If you know someone with a working Mac, or have access to one, you can install to a USB drive or even just a flash drive, boot your Mac using the USB drive, then apply the firmware.
not following. i restored the dmg of the firmware update to a flash drive and the mac wouldnt boot to it
If this is the iMac mid 2011 model, it shipped with 10.6.6 (10J4026). So a 10.7 dmg should work. Out of curiosity, how did you get this Mac?
open box return
Was the hard drive replaced, or just reformatted?
formatted to delete previous owners data
Regardless, I would repartition it, using GUID partition table, and boot from a 10.7 dmg. Or install 10.7 to a thumb drive or usb drive from another Mac, then update the firmware, then use internet recovery. This really depends on whether or not you can boot from an external drive. Although if you can boot from an external drive, that implies something is wrong with the installed drive.

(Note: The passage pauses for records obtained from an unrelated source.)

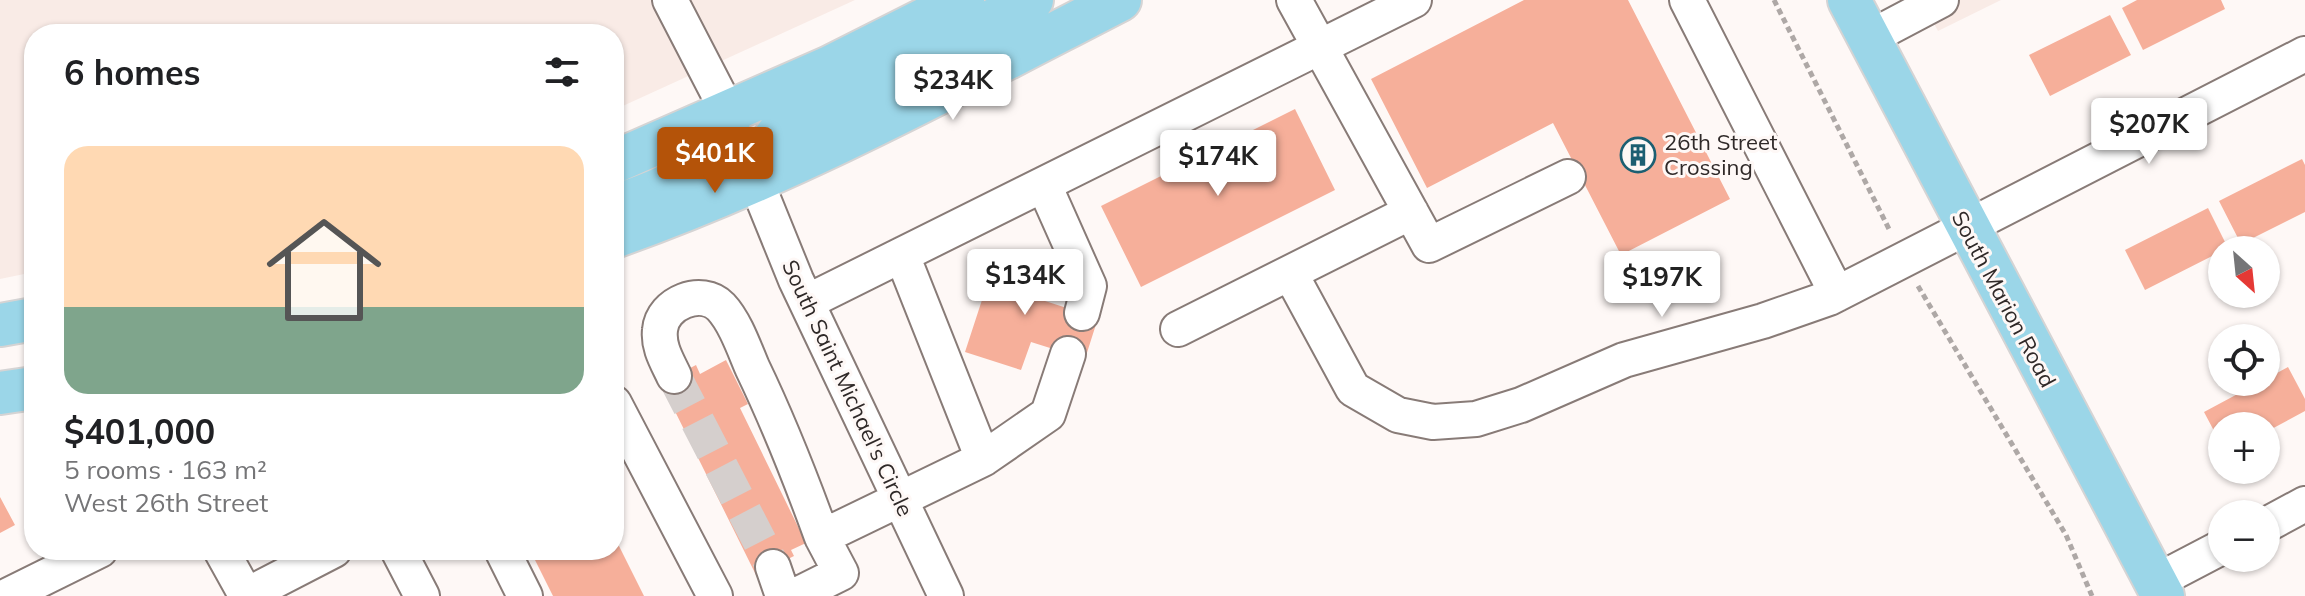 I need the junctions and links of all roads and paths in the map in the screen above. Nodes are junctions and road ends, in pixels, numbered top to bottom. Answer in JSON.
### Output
{"nodes":[{"id":1,"x":670,"y":0,"type":"edge"},
{"id":2,"x":963,"y":0,"type":"edge"},
{"id":3,"x":1032,"y":0,"type":"edge"},
{"id":4,"x":1120,"y":0,"type":"edge"},
{"id":5,"x":1294,"y":0,"type":"edge"},
{"id":6,"x":1414,"y":0,"type":"edge"},
{"id":7,"x":1687,"y":0,"type":"edge"},
{"id":8,"x":1774,"y":0,"type":"edge"},
{"id":9,"x":1849,"y":0,"type":"edge"},
{"id":10,"x":1941,"y":0,"type":"edge"},
{"id":11,"x":1869,"y":38,"type":"junction"},
{"id":12,"x":1319,"y":49,"type":"junction"},
{"id":13,"x":2305,"y":54,"type":"edge"},
{"id":14,"x":729,"y":114,"type":"junction"},
{"id":15,"x":624,"y":158,"type":"edge"},
{"id":16,"x":1568,"y":177,"type":"dead end"},
{"id":17,"x":755,"y":179,"type":"junction"},
{"id":18,"x":1044,"y":185,"type":"junction"},
{"id":19,"x":624,"y":202,"type":"edge"},
{"id":20,"x":1411,"y":212,"type":"junction"},
{"id":21,"x":1966,"y":227,"type":"junction"},
{"id":22,"x":624,"y":233,"type":"edge"},
{"id":23,"x":902,"y":255,"type":"junction"},
{"id":24,"x":1904,"y":260,"type":"junction"},
{"id":25,"x":1290,"y":273,"type":"junction"},
{"id":26,"x":1837,"y":294,"type":"junction"},
{"id":27,"x":807,"y":302,"type":"junction"},
{"id":28,"x":1082,"y":313,"type":"dead end"},
{"id":29,"x":24,"y":321,"type":"edge"},
{"id":30,"x":0,"y":325,"type":"edge"},
{"id":31,"x":1178,"y":329,"type":"dead end"},
{"id":32,"x":1068,"y":354,"type":"dead end"},
{"id":33,"x":674,"y":376,"type":"tunnel mouth"},
{"id":34,"x":24,"y":389,"type":"edge"},
{"id":35,"x":0,"y":393,"type":"edge"},
{"id":36,"x":624,"y":422,"type":"edge"},
{"id":37,"x":983,"y":459,"type":"junction"},
{"id":38,"x":899,"y":498,"type":"junction"},
{"id":39,"x":2305,"y":504,"type":"edge"},
{"id":40,"x":2280,"y":517,"type":"edge"},
{"id":41,"x":822,"y":537,"type":"junction"},
{"id":42,"x":2208,"y":556,"type":"edge"},
{"id":43,"x":80,"y":560,"type":"edge"},
{"id":44,"x":226,"y":560,"type":"edge"},
{"id":45,"x":315,"y":560,"type":"edge"},
{"id":46,"x":403,"y":560,"type":"edge"},
{"id":47,"x":507,"y":560,"type":"edge"},
{"id":48,"x":2159,"y":589,"type":"edge"},
{"id":49,"x":7,"y":596,"type":"edge"},
{"id":50,"x":245,"y":596,"type":"edge"},
{"id":51,"x":422,"y":596,"type":"edge"},
{"id":52,"x":525,"y":596,"type":"edge"},
{"id":53,"x":715,"y":596,"type":"edge"},
{"id":54,"x":795,"y":596,"type":"edge"},
{"id":55,"x":946,"y":596,"type":"edge"},
{"id":56,"x":2092,"y":596,"type":"edge"}],
"edges":[{"from":1,"to":14,"type":"street"},
{"from":2,"to":14,"type":"main road"},
{"from":3,"to":17,"type":"main road"},
{"from":4,"to":17,"type":"main road"},
{"from":5,"to":12,"type":"street"},
{"from":6,"to":12,"type":"street"},
{"from":7,"to":26,"type":"street"},
{"from":8,"to":24,"type":"path"},
{"from":9,"to":11,"type":"main road","name":"South Marion Road"},
{"from":10,"to":11,"type":"street"},
{"from":11,"to":21,"type":"main road","name":"South Marion Road"},
{"from":12,"to":18,"type":"street"},
{"from":12,"to":20,"type":"street"},
{"from":13,"to":21,"type":"street"},
{"from":14,"to":15,"type":"main road"},
{"from":14,"to":19,"type":"main road"},
{"from":16,"to":20,"type":"street"},
{"from":17,"to":22,"type":"main road"},
{"from":17,"to":27,"type":"street","name":"South Saint Michael's Circle"},
{"from":18,"to":23,"type":"street"},
{"from":18,"to":28,"type":"street"},
{"from":20,"to":25,"type":"street"},
{"from":21,"to":24,"type":"street"},
{"from":21,"to":48,"type":"main road","name":"South Marion Road"},
{"from":23,"to":27,"type":"street"},
{"from":23,"to":37,"type":"street"},
{"from":24,"to":26,"type":"street"},
{"from":24,"to":56,"type":"path"},
{"from":25,"to":26,"type":"street"},
{"from":25,"to":31,"type":"street"},
{"from":27,"to":38,"type":"street","name":"South Saint Michael's Circle"},
{"from":29,"to":30,"type":"main road"},
{"from":32,"to":37,"type":"street"},
{"from":33,"to":41,"type":"street"},
{"from":34,"to":35,"type":"main road"},
{"from":36,"to":53,"type":"street"},
{"from":37,"to":38,"type":"street"},
{"from":38,"to":41,"type":"street"},
{"from":38,"to":55,"type":"street","name":"South Saint Michael's Circle"},
{"from":39,"to":40,"type":"street"},
{"from":41,"to":54,"type":"street"},
{"from":42,"to":48,"type":"street"},
{"from":43,"to":49,"type":"street"},
{"from":44,"to":50,"type":"street"},
{"from":45,"to":50,"type":"street"},
{"from":46,"to":51,"type":"street"},
{"from":47,"to":52,"type":"street"}]}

Where did you get kernel panics at?
only during install, not target disk mode If you are getting KP's after you installed and during the first boot up only using your iMac, maybe there is something wrong with the disc image you used to install.

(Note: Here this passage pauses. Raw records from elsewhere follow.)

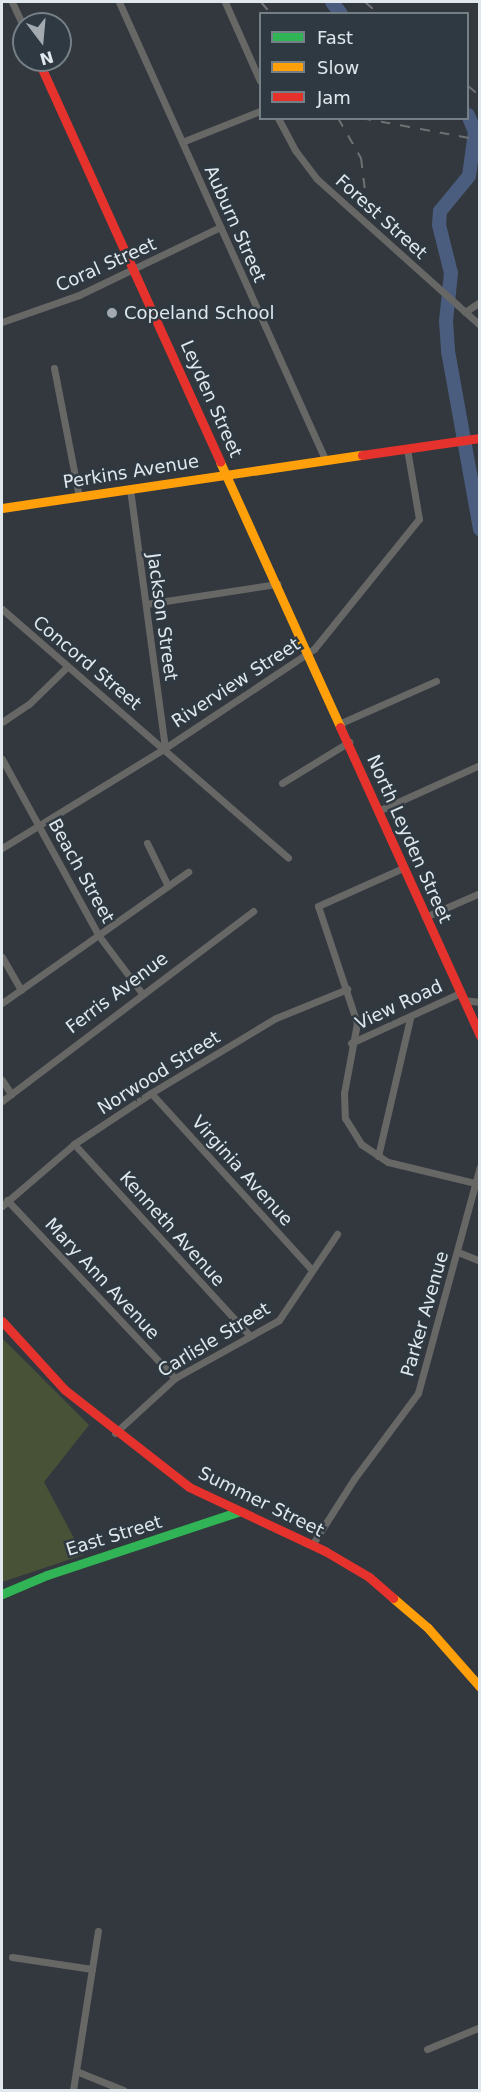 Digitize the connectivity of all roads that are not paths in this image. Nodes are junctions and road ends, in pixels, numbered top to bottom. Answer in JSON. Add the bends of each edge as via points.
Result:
{"nodes":[{"id":1,"x":119,"y":2,"type":"edge"},
{"id":2,"x":225,"y":2,"type":"edge"},
{"id":3,"x":44,"y":72,"type":"edge"},
{"id":4,"x":259,"y":77,"type":"edge"},
{"id":5,"x":259,"y":112,"type":"edge"},
{"id":6,"x":279,"y":120,"type":"edge"},
{"id":7,"x":182,"y":142,"type":"junction"},
{"id":8,"x":220,"y":226,"type":"junction"},
{"id":9,"x":134,"y":269,"type":"junction"},
{"id":10,"x":480,"y":302,"type":"edge"},
{"id":11,"x":465,"y":312,"type":"junction"},
{"id":12,"x":2,"y":322,"type":"edge"},
{"id":13,"x":480,"y":325,"type":"edge"},
{"id":14,"x":54,"y":368,"type":"dead end"},
{"id":15,"x":476,"y":439,"type":"edge"},
{"id":16,"x":407,"y":449,"type":"junction"},
{"id":17,"x":325,"y":459,"type":"junction"},
{"id":18,"x":227,"y":474,"type":"junction"},
{"id":19,"x":130,"y":489,"type":"junction"},
{"id":20,"x":79,"y":497,"type":"junction"},
{"id":21,"x":2,"y":508,"type":"edge"},
{"id":22,"x":277,"y":584,"type":"junction"},
{"id":23,"x":146,"y":604,"type":"junction"},
{"id":24,"x":2,"y":609,"type":"edge"},
{"id":25,"x":309,"y":654,"type":"junction"},
{"id":26,"x":68,"y":666,"type":"junction"},
{"id":27,"x":436,"y":681,"type":"dead end"},
{"id":28,"x":2,"y":722,"type":"edge"},
{"id":29,"x":341,"y":723,"type":"junction"},
{"id":30,"x":349,"y":742,"type":"junction"},
{"id":31,"x":165,"y":748,"type":"junction"},
{"id":32,"x":2,"y":759,"type":"edge"},
{"id":33,"x":480,"y":765,"type":"edge"},
{"id":34,"x":282,"y":783,"type":"dead end"},
{"id":35,"x":378,"y":811,"type":"junction"},
{"id":36,"x":39,"y":825,"type":"junction"},
{"id":37,"x":147,"y":843,"type":"dead end"},
{"id":38,"x":2,"y":848,"type":"edge"},
{"id":39,"x":288,"y":858,"type":"dead end"},
{"id":40,"x":403,"y":868,"type":"junction"},
{"id":41,"x":188,"y":872,"type":"dead end"},
{"id":42,"x":168,"y":886,"type":"junction"},
{"id":43,"x":480,"y":892,"type":"edge"},
{"id":44,"x":252,"y":911,"type":"dead end"},
{"id":45,"x":425,"y":916,"type":"junction"},
{"id":46,"x":99,"y":936,"type":"junction"},
{"id":47,"x":2,"y":957,"type":"edge"},
{"id":48,"x":347,"y":989,"type":"junction"},
{"id":49,"x":21,"y":990,"type":"junction"},
{"id":50,"x":141,"y":993,"type":"junction"},
{"id":51,"x":461,"y":996,"type":"junction"},
{"id":52,"x":480,"y":1002,"type":"edge"},
{"id":53,"x":2,"y":1004,"type":"edge"},
{"id":54,"x":410,"y":1018,"type":"junction"},
{"id":55,"x":480,"y":1036,"type":"edge"},
{"id":56,"x":351,"y":1043,"type":"junction"},
{"id":57,"x":2,"y":1080,"type":"edge"},
{"id":58,"x":151,"y":1093,"type":"junction"},
{"id":59,"x":11,"y":1094,"type":"junction"},
{"id":60,"x":2,"y":1101,"type":"edge"},
{"id":61,"x":74,"y":1144,"type":"junction"},
{"id":62,"x":378,"y":1156,"type":"junction"},
{"id":63,"x":480,"y":1167,"type":"edge"},
{"id":64,"x":475,"y":1183,"type":"junction"},
{"id":65,"x":4,"y":1203,"type":"edge"},
{"id":66,"x":337,"y":1234,"type":"dead end"},
{"id":67,"x":458,"y":1252,"type":"junction"},
{"id":68,"x":480,"y":1261,"type":"edge"},
{"id":69,"x":311,"y":1269,"type":"junction"},
{"id":70,"x":2,"y":1321,"type":"edge"},
{"id":71,"x":248,"y":1334,"type":"junction"},
{"id":72,"x":175,"y":1378,"type":"junction"},
{"id":73,"x":115,"y":1432,"type":"junction"},
{"id":74,"x":238,"y":1512,"type":"junction"},
{"id":75,"x":312,"y":1545,"type":"junction"},
{"id":76,"x":2,"y":1594,"type":"edge"},
{"id":77,"x":480,"y":1687,"type":"edge"},
{"id":78,"x":98,"y":1931,"type":"dead end"},
{"id":79,"x":12,"y":1957,"type":"dead end"},
{"id":80,"x":92,"y":1969,"type":"junction"},
{"id":81,"x":479,"y":2029,"type":"edge"},
{"id":82,"x":427,"y":2049,"type":"dead end"},
{"id":83,"x":76,"y":2071,"type":"junction"},
{"id":84,"x":73,"y":2091,"type":"edge"},
{"id":85,"x":123,"y":2091,"type":"edge"}],
"edges":[{"from":1,"to":7,"type":"street","name":"Auburn Street"},
{"from":2,"to":4,"type":"street"},
{"from":3,"to":9,"type":"street","name":"Leyden Street"},
{"from":5,"to":7,"type":"street"},
{"from":6,"to":11,"type":"street","name":"Forest Street","via":[[317,179]]},
{"from":7,"to":8,"type":"street","name":"Auburn Street"},
{"from":8,"to":9,"type":"street","name":"Coral Street"},
{"from":8,"to":17,"type":"street","name":"Auburn Street"},
{"from":9,"to":12,"type":"street","name":"Coral Street","via":[[79,295]]},
{"from":9,"to":18,"type":"street","name":"Leyden Street"},
{"from":10,"to":11,"type":"street"},
{"from":11,"to":13,"type":"street","name":"Forest Street"},
{"from":14,"to":20,"type":"street"},
{"from":15,"to":16,"type":"street","name":"Perkins Avenue"},
{"from":16,"to":17,"type":"street","name":"Perkins Avenue"},
{"from":16,"to":25,"type":"street","name":"Riverview Street","via":[[419,519]]},
{"from":17,"to":18,"type":"street","name":"Perkins Avenue"},
{"from":18,"to":19,"type":"street","name":"Perkins Avenue"},
{"from":18,"to":22,"type":"street","name":"Leyden Street"},
{"from":19,"to":20,"type":"street","name":"Perkins Avenue"},
{"from":19,"to":23,"type":"street","name":"Jackson Street"},
{"from":20,"to":21,"type":"street","name":"Perkins Avenue"},
{"from":22,"to":23,"type":"street"},
{"from":22,"to":25,"type":"street","name":"Leyden Street"},
{"from":23,"to":31,"type":"street","name":"Jackson Street"},
{"from":24,"to":26,"type":"street","name":"Concord Street"},
{"from":25,"to":29,"type":"street","name":"North Leyden Street"},
{"from":25,"to":31,"type":"street","name":"Riverview Street"},
{"from":26,"to":28,"type":"street","via":[[29,704]]},
{"from":26,"to":31,"type":"street","name":"Concord Street"},
{"from":27,"to":29,"type":"street"},
{"from":29,"to":30,"type":"street","name":"North Leyden Street"},
{"from":30,"to":34,"type":"street"},
{"from":30,"to":35,"type":"street","name":"North Leyden Street"},
{"from":31,"to":36,"type":"street","name":"Riverview Street"},
{"from":31,"to":39,"type":"street","name":"Concord Street"},
{"from":32,"to":36,"type":"street","name":"Beach Street"},
{"from":33,"to":35,"type":"street"},
{"from":35,"to":40,"type":"street","name":"North Leyden Street"},
{"from":36,"to":38,"type":"street","name":"Riverview Street"},
{"from":36,"to":46,"type":"street","name":"Beach Street"},
{"from":37,"to":42,"type":"street"},
{"from":40,"to":45,"type":"street","name":"North Leyden Street"},
{"from":40,"to":48,"type":"street","via":[[318,906]]},
{"from":41,"to":42,"type":"street"},
{"from":42,"to":46,"type":"street"},
{"from":43,"to":45,"type":"street"},
{"from":44,"to":50,"type":"street","name":"Ferris Avenue"},
{"from":45,"to":51,"type":"street","name":"North Leyden Street"},
{"from":46,"to":49,"type":"street"},
{"from":46,"to":50,"type":"street","name":"Beach Street"},
{"from":47,"to":49,"type":"street"},
{"from":48,"to":56,"type":"street","via":[[357,1023]]},
{"from":48,"to":58,"type":"street","name":"Norwood Street","via":[[276,1018]]},
{"from":49,"to":53,"type":"street"},
{"from":50,"to":59,"type":"street","name":"Ferris Avenue"},
{"from":51,"to":52,"type":"street"},
{"from":51,"to":54,"type":"street","name":"View Road"},
{"from":51,"to":55,"type":"street","name":"North Leyden Street"},
{"from":54,"to":56,"type":"street","name":"View Road"},
{"from":54,"to":62,"type":"street"},
{"from":56,"to":62,"type":"street","via":[[345,1118],[356,1139]]},
{"from":57,"to":59,"type":"street"},
{"from":58,"to":61,"type":"street","name":"Norwood Street"},
{"from":58,"to":69,"type":"street","name":"Virginia Avenue"},
{"from":59,"to":60,"type":"street","name":"Ferris Avenue"},
{"from":61,"to":65,"type":"street","name":"Norwood Street"},
{"from":61,"to":71,"type":"street","name":"Kenneth Avenue"},
{"from":62,"to":64,"type":"street","via":[[428,1174]]},
{"from":63,"to":64,"type":"street","name":"Parker Avenue"},
{"from":64,"to":67,"type":"street","name":"Parker Avenue"},
{"from":65,"to":72,"type":"street","name":"Mary Ann Avenue"},
{"from":66,"to":69,"type":"street","name":"Carlisle Street"},
{"from":67,"to":68,"type":"street"},
{"from":67,"to":75,"type":"street","name":"Parker Avenue","via":[[418,1393],[354,1479]]},
{"from":69,"to":71,"type":"street","name":"Carlisle Street","via":[[279,1320]]},
{"from":70,"to":73,"type":"street","name":"Summer Street","via":[[55,1380]]},
{"from":71,"to":72,"type":"street","name":"Carlisle Street"},
{"from":72,"to":73,"type":"street","name":"Carlisle Street"},
{"from":73,"to":74,"type":"street","name":"Summer Street","via":[[195,1491]]},
{"from":74,"to":75,"type":"street","name":"Summer Street"},
{"from":74,"to":76,"type":"street","name":"East Street","via":[[63,1569]]},
{"from":75,"to":77,"type":"street","name":"Summer Street","via":[[351,1565],[400,1602]]},
{"from":78,"to":80,"type":"street"},
{"from":79,"to":80,"type":"street"},
{"from":80,"to":83,"type":"street"},
{"from":81,"to":82,"type":"street"},
{"from":83,"to":84,"type":"street"},
{"from":83,"to":85,"type":"street"}]}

its very possible, but by this point i have used a number of different imagesThat seems less likely, as long as its 10.6.7 or later. What is important is that you find out exactly which Mac you have, and what OS it shipped with. You can look it up on
http://www.everymac.com/.
Apple iMac "Core i5" 2.7 27-Inch (Mid-2011) Specs
Identifiers: Mid-2011 - MC813LL/A
Apple uses machine specific builds for new hardware, so a 10.6.6 dmg is not the same as the version that shipped with new hardware. 10.6.6 could have came out the same time as 10.7, so you might need a later version of 10.7.x to install on your hardware. This should work with a ML dmg, so make sure your drive is partitioned properly and post exactly when you are seeing the KPs.